Infectious disease experts at Washington University School of Medicine in St. Louis and Barnes-Jewish Hospital will participate in a new multicenter research network dedicated to assessing, treating and preventing hospital-acquired infections.
“As improved health care has led to extended lifespans, the population of older patients who are more susceptible to hospital-acquired infections has increased,” says Victoria Fraser, M.D., the J. William Campbell Professor of Medicine and co-director of the Division of Infectious Diseases. “We have additional growing patient populations that are vulnerable, including patients with suppressed immune systems and surgical patients.”
At the same time, Fraser notes, new pathogens that are particularly virulent or resistant to antibiotics also have emerged in patients. Two of the most worrisome are methicillin-resistant Staphylococcus aureus (MRSA) and Clostridium difficile.
MRSA most often causes mild skin infections, but it can also result in more serious skin infections, or infect surgical sites, the bloodstream or the urinary tract. Epidemiologists estimate that Clostridium difficile causes nearly 3 million cases of diarrhea and colon inflammation per year.
The Centers for Disease Control (CDC) estimates that each year about 2 million infections are acquired in health-care settings, resulting in about 90,000 deaths and more than $4.5 billion in excess costs.
To support innovative research dedicated to stopping these infections, the CDC has announced $10 million in funding over five years through its Prevention Epicenter program. Washington University and Barnes-Jewish Hospital will receive $300,000 annually for five years. In addition to faculty from the Division of Infectious Diseases, researchers from the departments of medicine, surgery and pediatrics will contribute to the research.
“We’re investing in these Prevention Epicenters because we want to continue to improve patient health,” said Denise Cardo, M.D., director of CDC’s Division of Healthcare Quality and Promotion. “By focusing on some of the most difficult and persistent problems facing health-care institutions today, these epicenters will help make health care safer for everyone.”
The other medical schools and hospitals in the network are the University of Utah, Ohio State University, Rush University/Stroger Hospital of Cook County and Harvard University/Eastern Massachusetts Hospitals.

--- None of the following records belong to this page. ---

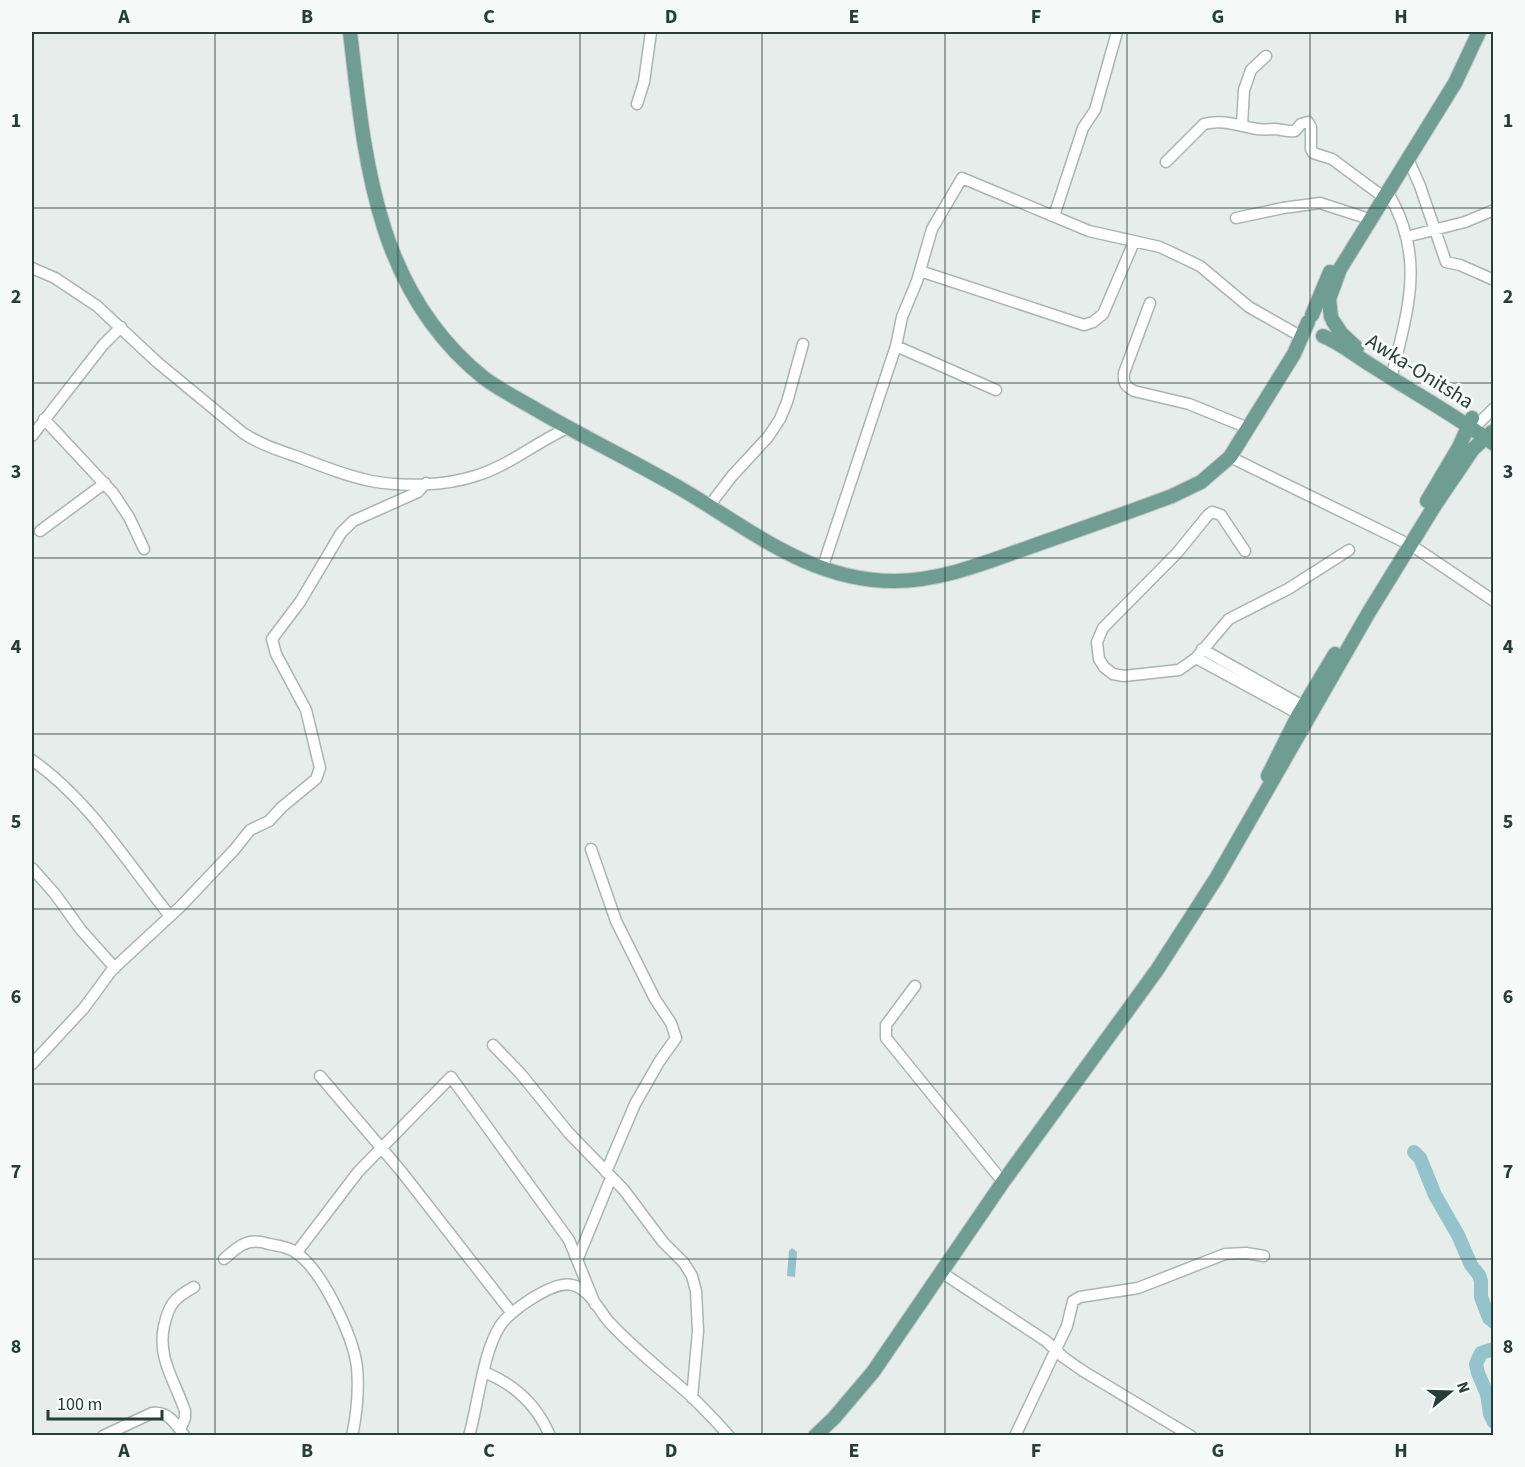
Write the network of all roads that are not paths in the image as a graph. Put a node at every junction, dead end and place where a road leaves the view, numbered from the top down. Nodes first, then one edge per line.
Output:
1 (350, 32) edge
2 (651, 32) edge
3 (1117, 32) edge
4 (1469, 32) edge
5 (1479, 32) edge
6 (1266, 56) dead end
7 (637, 104) dead end
8 (1242, 125) junction
9 (1409, 161) junction
10 (1166, 162) dead end
11 (1383, 193) junction
12 (1494, 210) edge
13 (1054, 216) junction
14 (1363, 217) junction
15 (1236, 218) dead end
16 (1435, 229) junction
17 (1406, 237) junction
18 (1134, 242) junction
19 (32, 267) edge
20 (920, 271) junction
21 (1494, 280) edge
22 (1150, 303) dead end
23 (1310, 319) junction
24 (1332, 319) junction
25 (121, 327) junction
26 (1302, 337) junction
27 (1321, 337) junction
28 (803, 344) dead end
29 (897, 346) junction
30 (1294, 354) junction
31 (1393, 371) junction
32 (996, 390) dead end
33 (1494, 408) edge
34 (44, 419) junction
35 (1473, 423) junction
36 (568, 428) junction
37 (1248, 428) junction
38 (32, 435) edge
39 (1491, 437) edge
40 (1230, 457) junction
41 (105, 483) junction
42 (426, 483) junction
43 (709, 506) junction
44 (40, 531) dead end
45 (1406, 543) junction
46 (144, 549) dead end
47 (1349, 550) dead end
48 (1245, 551) dead end
49 (822, 568) junction
50 (1494, 601) edge
51 (1199, 654) junction
52 (1301, 710) junction
53 (32, 760) edge
54 (1258, 807) junction
55 (591, 849) dead end
56 (32, 868) edge
57 (170, 916) junction
58 (115, 968) junction
59 (915, 986) dead end
60 (493, 1045) dead end
61 (32, 1064) edge
62 (320, 1076) dead end
63 (381, 1148) junction
64 (609, 1175) junction
65 (1003, 1182) junction
66 (297, 1252) junction
67 (1264, 1256) dead end
68 (578, 1258) junction
69 (224, 1259) dead end
70 (941, 1272) junction
71 (194, 1287) dead end
72 (596, 1304) junction
73 (511, 1312) junction
74 (1056, 1350) junction
75 (484, 1372) junction
76 (692, 1398) junction
77 (182, 1433) edge
78 (103, 1436) edge
79 (352, 1436) edge
80 (469, 1436) edge
81 (549, 1436) edge
82 (729, 1436) edge
83 (815, 1436) edge
84 (1015, 1436) edge
85 (1191, 1436) edge

1 - 36 main road
2 - 7 street
3 - 13 street
4 - 11 main road
5 - 9 main road
6 - 8 street
8 - 10 street
8 - 11 street
9 - 11 main road
9 - 16 street
11 - 14 main road
11 - 17 street
11 - 24 main road
12 - 16 street
13 - 18 street
13 - 20 street
14 - 15 street
14 - 23 main road
16 - 17 street
16 - 21 street
17 - 31 street
18 - 20 street
18 - 26 street
19 - 25 street
20 - 29 street
22 - 37 street
23 - 24 main road
23 - 26 main road
23 - 27 main road
24 - 27 main road
24 - 31 main road, Awka-Onitsha
25 - 34 street
25 - 42 street
26 - 30 main road
27 - 30 main road
27 - 35 main road, Awka-Onitsha
28 - 43 street
29 - 32 street
29 - 49 street
30 - 37 main road
31 - 35 main road, Awka-Onitsha
33 - 35 street
34 - 38 street
34 - 41 street
35 - 39 main road, Awka-Onitsha
35 - 45 main road
36 - 42 street
36 - 43 main road
37 - 40 main road
39 - 45 main road
40 - 45 street
40 - 49 main road
41 - 44 street
41 - 46 street
42 - 57 street
43 - 49 main road
45 - 50 street
45 - 52 main road
45 - 54 main road
47 - 51 street
48 - 51 street
51 - 52 street
52 - 54 main road
53 - 57 street
54 - 65 main road
55 - 64 street
56 - 58 street
57 - 58 street
58 - 61 street
59 - 65 street
60 - 64 street
62 - 63 street
63 - 66 street
63 - 68 street
63 - 73 street
64 - 68 street
64 - 76 street
65 - 70 main road
66 - 69 street
66 - 79 street
67 - 74 street
68 - 72 street
70 - 74 street
70 - 83 main road
71 - 77 street
72 - 73 street
72 - 76 street
73 - 75 street
74 - 84 street
74 - 85 street
75 - 80 street
75 - 81 street
76 - 82 street
77 - 78 street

A primary goal will be to standardize reporting of hospital-acquired infections and the development of antibiotic-resistant strains of pathogens.
“Right now, everyone does surveillance for hospital-acquired infections differently—there’s no uniform system,” Fraser says. “Once we have that system and can get accurate data about the rates of infections and the different types of infections, we can develop improved interventions and measure the cost-effectiveness of those interventions.”
Fraser is also interested in what she refers to as “risk stratifying.” Among other things, this involves incorporating data about patient health and susceptibility in assessments of hospital-acquired infection rates.
Common sense suggests, for example, that a young, healthy person coming in to have a wart removed should have a near-zero risk of hospital-acquired infection, while an older cancer patient on chemotherapy coming in for surgery might have a significantly higher risk, perhaps twenty percent. However, until researchers establish baseline data on what those risks are, they have no objective grounds to determine if efforts to reduce hospital-acquired infections are succeeding or failing.
“We shouldn’t be lumping these people together and averaging it all out,” Fraser says. “We need to carefully look within patient populations and know what infection rates are, and what kinds of infections are occurring in different settings in the hospital.”
Washington University School of Medicine’s full-time and volunteer faculty physicians also are the medical staff of Barnes-Jewish and St. Louis Children’s hospitals. The School of Medicine is one of the leading medical research, teaching and patient care institutions in the nation, currently ranked fourth in the nation by U.S. News & World Report. Through its affiliations with Barnes-Jewish and St. Louis Children’s hospitals, the School of Medicine is linked to BJC HealthCare.